**Given data**
━━━━━━

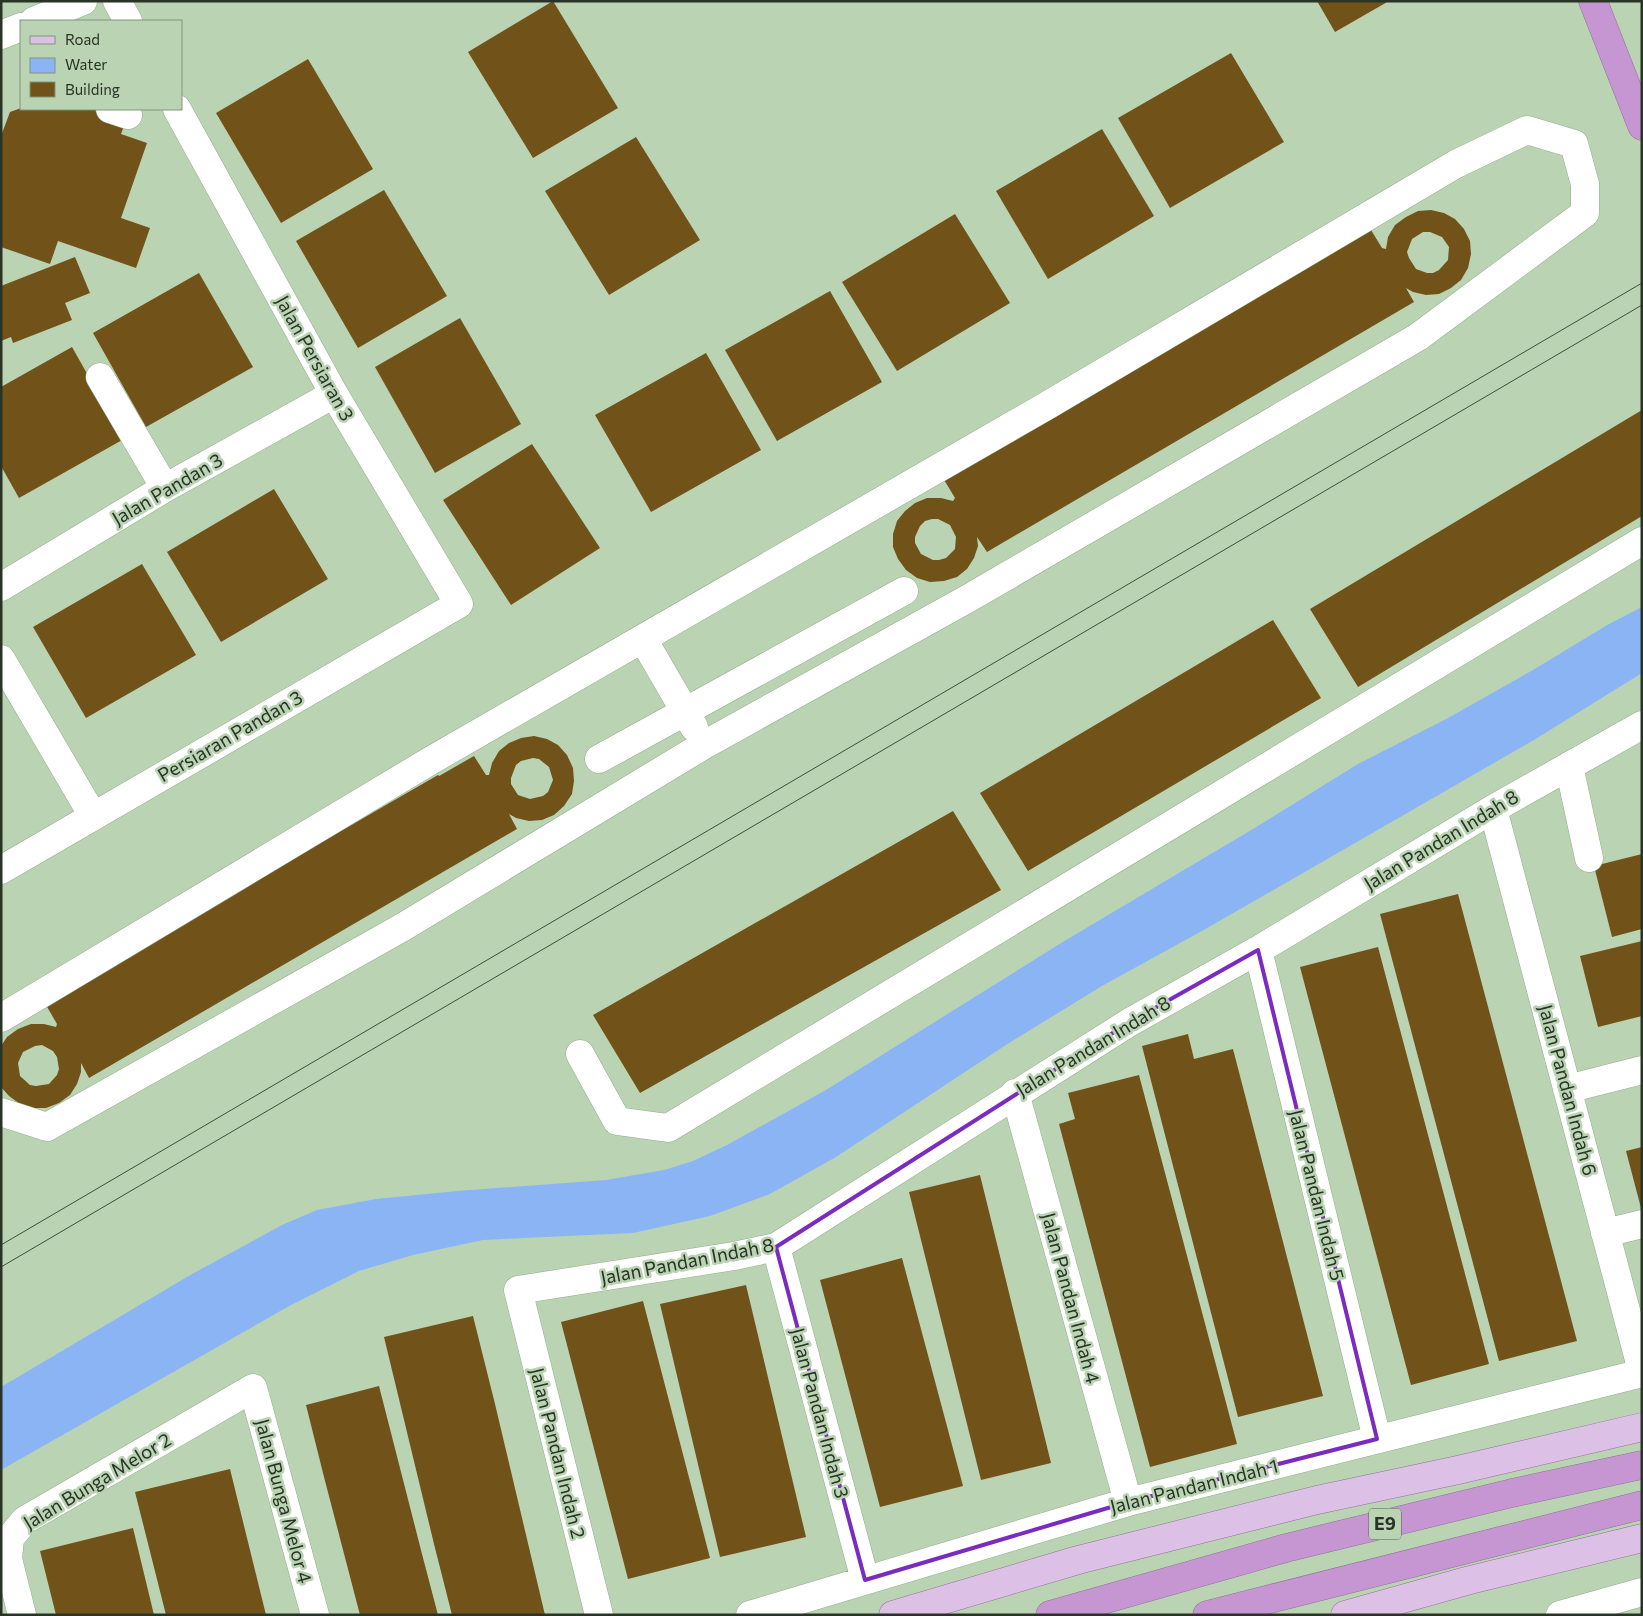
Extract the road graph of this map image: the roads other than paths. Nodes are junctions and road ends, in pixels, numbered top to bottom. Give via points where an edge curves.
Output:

━━━━━━

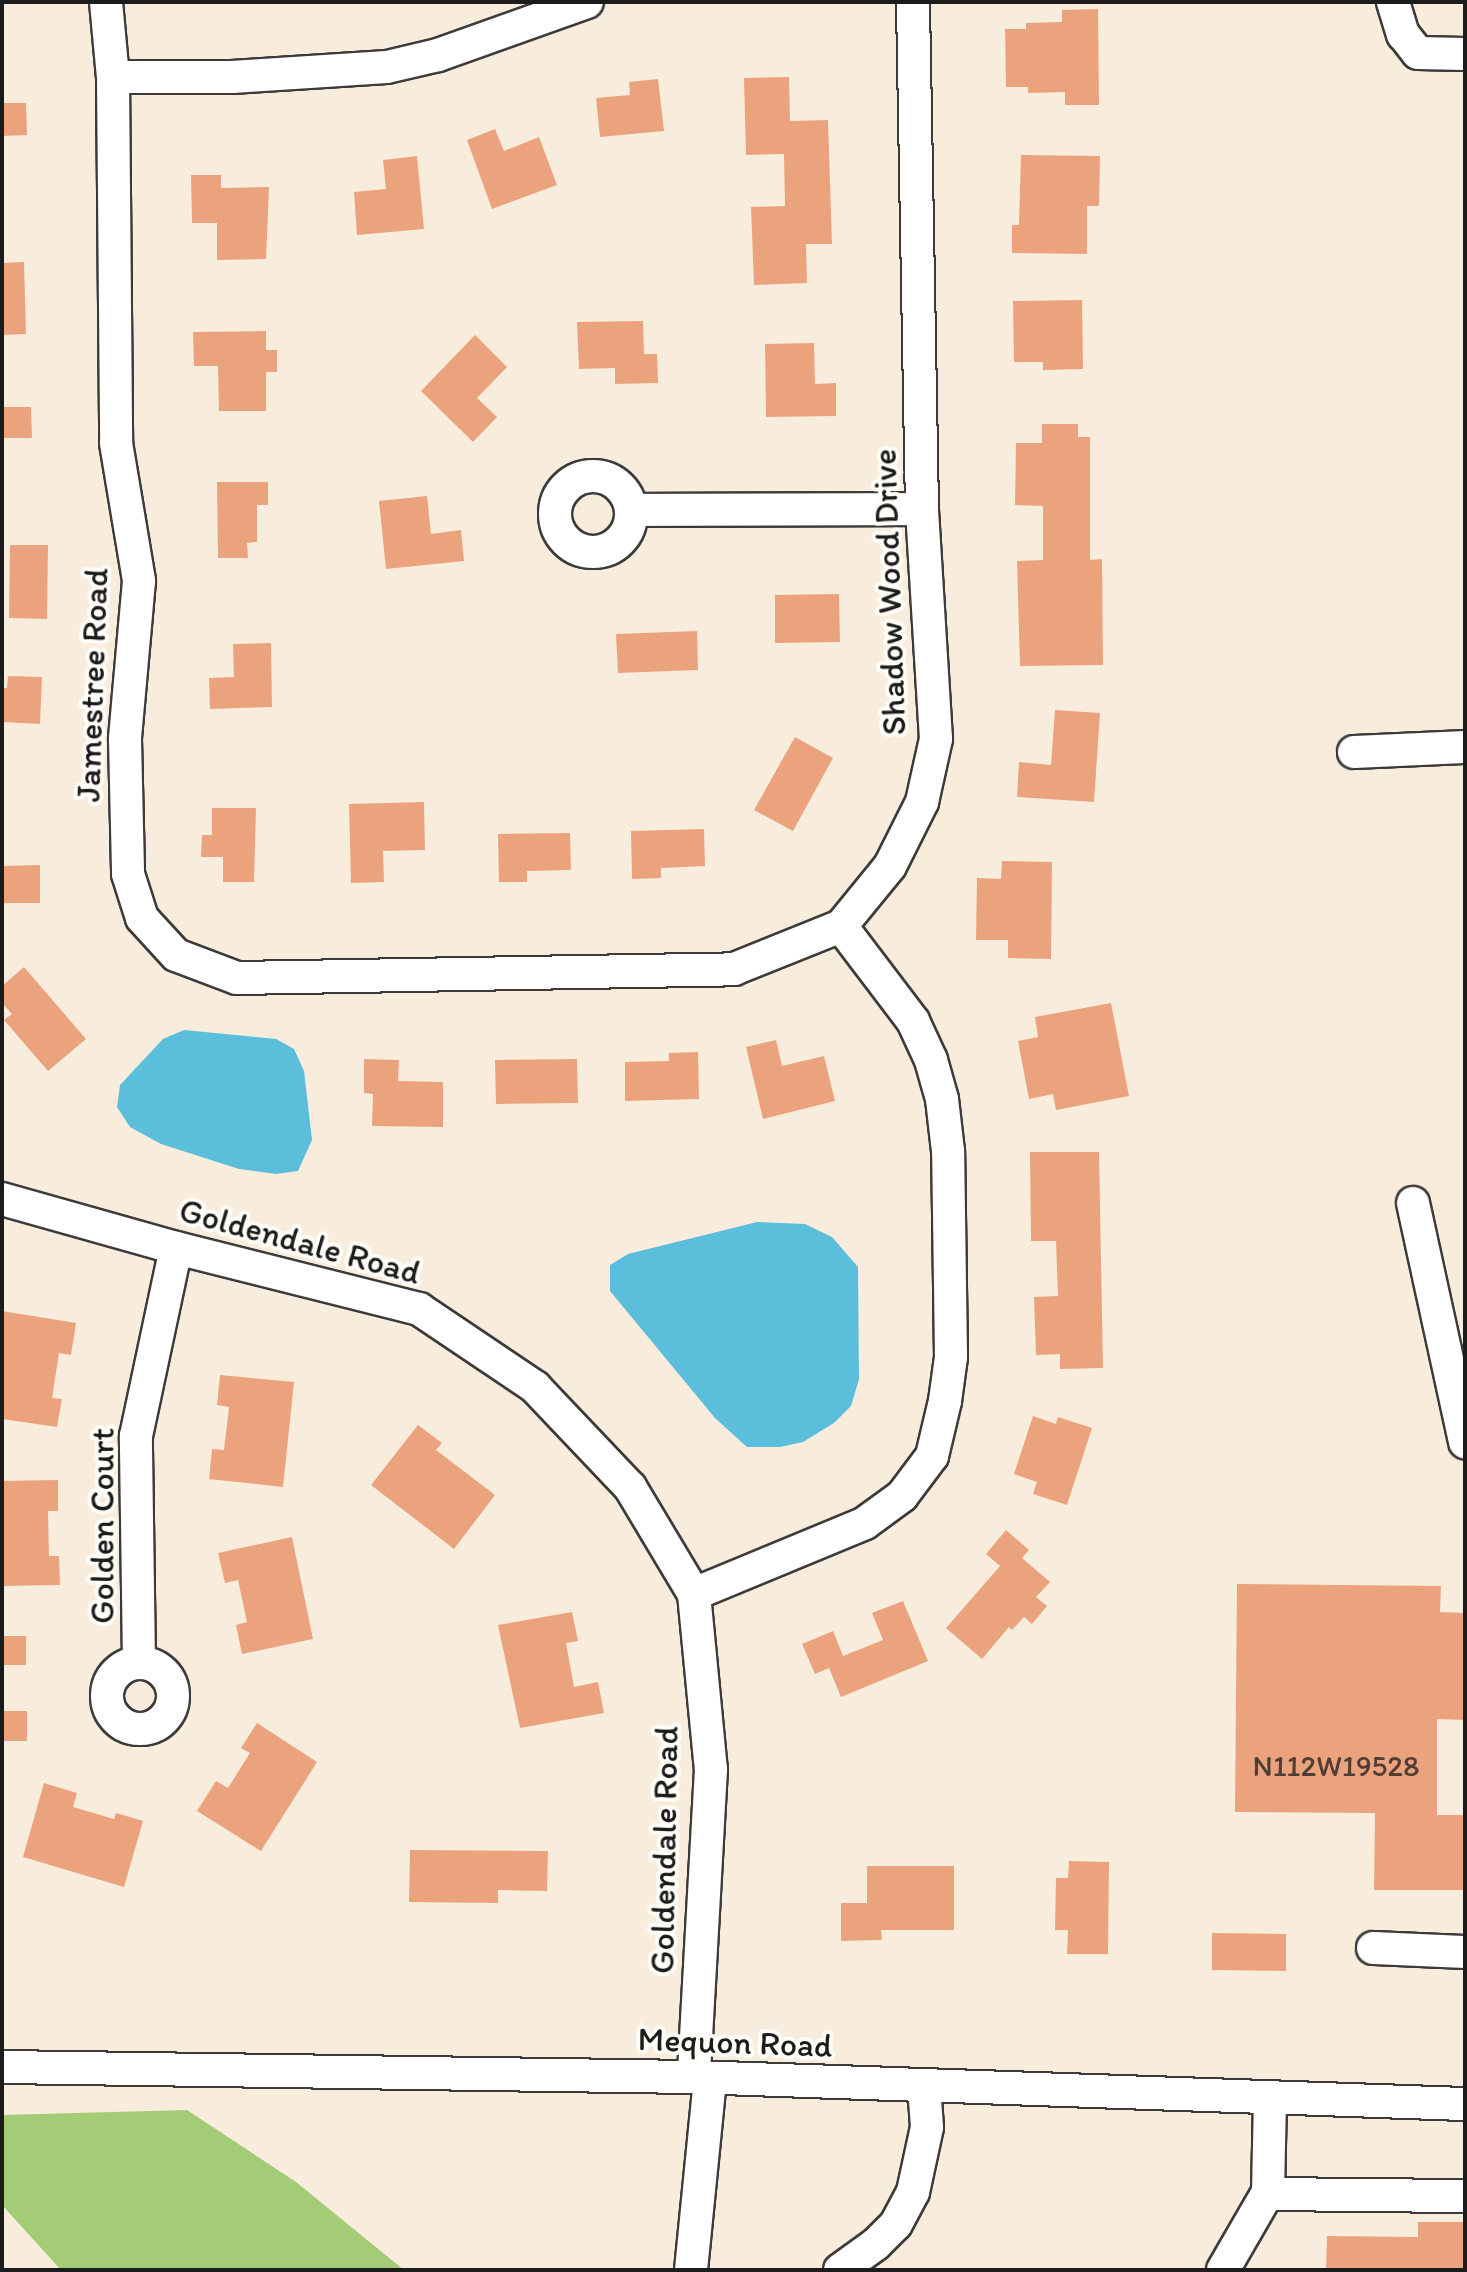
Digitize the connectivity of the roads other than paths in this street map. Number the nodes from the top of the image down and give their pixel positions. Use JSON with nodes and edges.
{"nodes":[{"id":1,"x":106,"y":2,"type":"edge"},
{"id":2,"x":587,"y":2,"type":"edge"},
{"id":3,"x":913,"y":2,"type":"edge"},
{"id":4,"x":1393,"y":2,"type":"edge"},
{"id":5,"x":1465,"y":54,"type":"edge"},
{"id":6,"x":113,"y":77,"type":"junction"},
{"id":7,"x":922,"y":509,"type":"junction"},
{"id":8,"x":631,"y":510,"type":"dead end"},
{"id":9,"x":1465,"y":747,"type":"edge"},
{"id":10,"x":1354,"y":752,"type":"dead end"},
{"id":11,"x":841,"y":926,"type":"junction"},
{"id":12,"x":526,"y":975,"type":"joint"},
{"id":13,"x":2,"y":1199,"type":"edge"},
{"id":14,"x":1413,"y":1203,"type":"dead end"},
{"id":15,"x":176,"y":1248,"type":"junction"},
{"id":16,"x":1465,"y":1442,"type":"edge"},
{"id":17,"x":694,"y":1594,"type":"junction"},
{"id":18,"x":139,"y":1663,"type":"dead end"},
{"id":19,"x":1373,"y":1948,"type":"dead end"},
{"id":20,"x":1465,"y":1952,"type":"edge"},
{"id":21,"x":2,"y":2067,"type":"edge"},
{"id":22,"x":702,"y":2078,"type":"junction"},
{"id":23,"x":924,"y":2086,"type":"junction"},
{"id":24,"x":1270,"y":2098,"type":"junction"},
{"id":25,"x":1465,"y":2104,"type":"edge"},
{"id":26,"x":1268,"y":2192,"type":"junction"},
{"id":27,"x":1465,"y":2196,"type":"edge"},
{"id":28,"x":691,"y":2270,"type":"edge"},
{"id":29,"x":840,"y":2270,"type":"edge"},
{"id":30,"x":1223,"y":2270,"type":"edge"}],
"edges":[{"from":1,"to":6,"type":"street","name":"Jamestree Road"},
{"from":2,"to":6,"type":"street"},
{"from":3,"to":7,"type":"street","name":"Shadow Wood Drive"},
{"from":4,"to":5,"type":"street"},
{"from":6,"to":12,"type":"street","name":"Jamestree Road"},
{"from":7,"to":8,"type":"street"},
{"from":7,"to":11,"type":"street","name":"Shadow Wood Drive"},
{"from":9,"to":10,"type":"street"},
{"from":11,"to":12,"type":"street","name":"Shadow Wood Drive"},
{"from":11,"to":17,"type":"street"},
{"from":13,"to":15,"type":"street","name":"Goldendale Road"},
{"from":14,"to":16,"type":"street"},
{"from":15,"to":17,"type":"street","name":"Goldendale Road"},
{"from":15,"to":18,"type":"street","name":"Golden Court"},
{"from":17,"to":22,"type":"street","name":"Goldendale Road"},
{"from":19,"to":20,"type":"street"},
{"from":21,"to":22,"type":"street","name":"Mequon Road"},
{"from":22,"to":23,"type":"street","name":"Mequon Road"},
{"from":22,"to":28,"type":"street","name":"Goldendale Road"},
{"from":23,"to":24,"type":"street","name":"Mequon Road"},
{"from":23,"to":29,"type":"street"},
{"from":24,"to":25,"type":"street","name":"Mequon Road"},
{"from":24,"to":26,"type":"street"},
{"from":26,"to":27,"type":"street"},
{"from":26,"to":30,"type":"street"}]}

━━━━━━

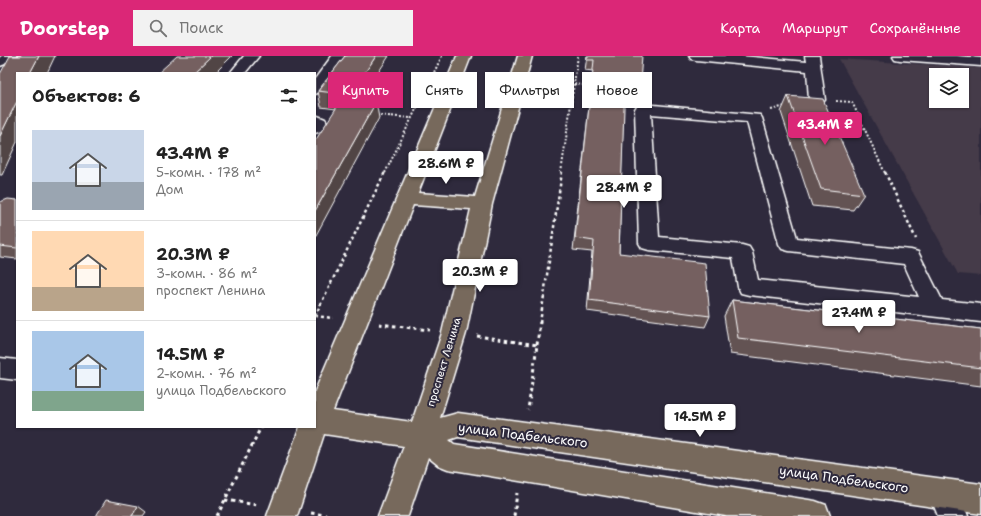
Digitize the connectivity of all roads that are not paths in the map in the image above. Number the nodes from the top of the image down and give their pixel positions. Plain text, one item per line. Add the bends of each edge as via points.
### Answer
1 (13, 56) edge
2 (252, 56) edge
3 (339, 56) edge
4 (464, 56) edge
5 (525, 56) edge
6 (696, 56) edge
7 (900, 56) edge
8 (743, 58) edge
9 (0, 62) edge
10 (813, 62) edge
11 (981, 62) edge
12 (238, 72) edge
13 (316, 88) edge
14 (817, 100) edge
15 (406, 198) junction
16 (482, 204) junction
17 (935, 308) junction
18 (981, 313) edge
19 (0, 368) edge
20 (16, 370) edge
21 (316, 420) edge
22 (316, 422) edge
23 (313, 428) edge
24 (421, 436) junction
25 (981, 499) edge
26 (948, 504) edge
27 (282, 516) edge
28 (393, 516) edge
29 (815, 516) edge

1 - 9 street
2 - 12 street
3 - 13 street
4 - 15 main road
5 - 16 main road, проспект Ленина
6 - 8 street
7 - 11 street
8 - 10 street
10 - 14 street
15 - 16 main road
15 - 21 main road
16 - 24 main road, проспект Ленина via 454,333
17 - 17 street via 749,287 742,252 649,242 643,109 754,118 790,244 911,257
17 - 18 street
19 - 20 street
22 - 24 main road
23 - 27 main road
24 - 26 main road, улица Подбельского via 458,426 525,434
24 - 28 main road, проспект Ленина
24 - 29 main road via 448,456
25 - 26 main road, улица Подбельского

━━━━━━

**Task prompt**
Return the number of lines containing the word "points" in these records, with no additional output.

**Result**
2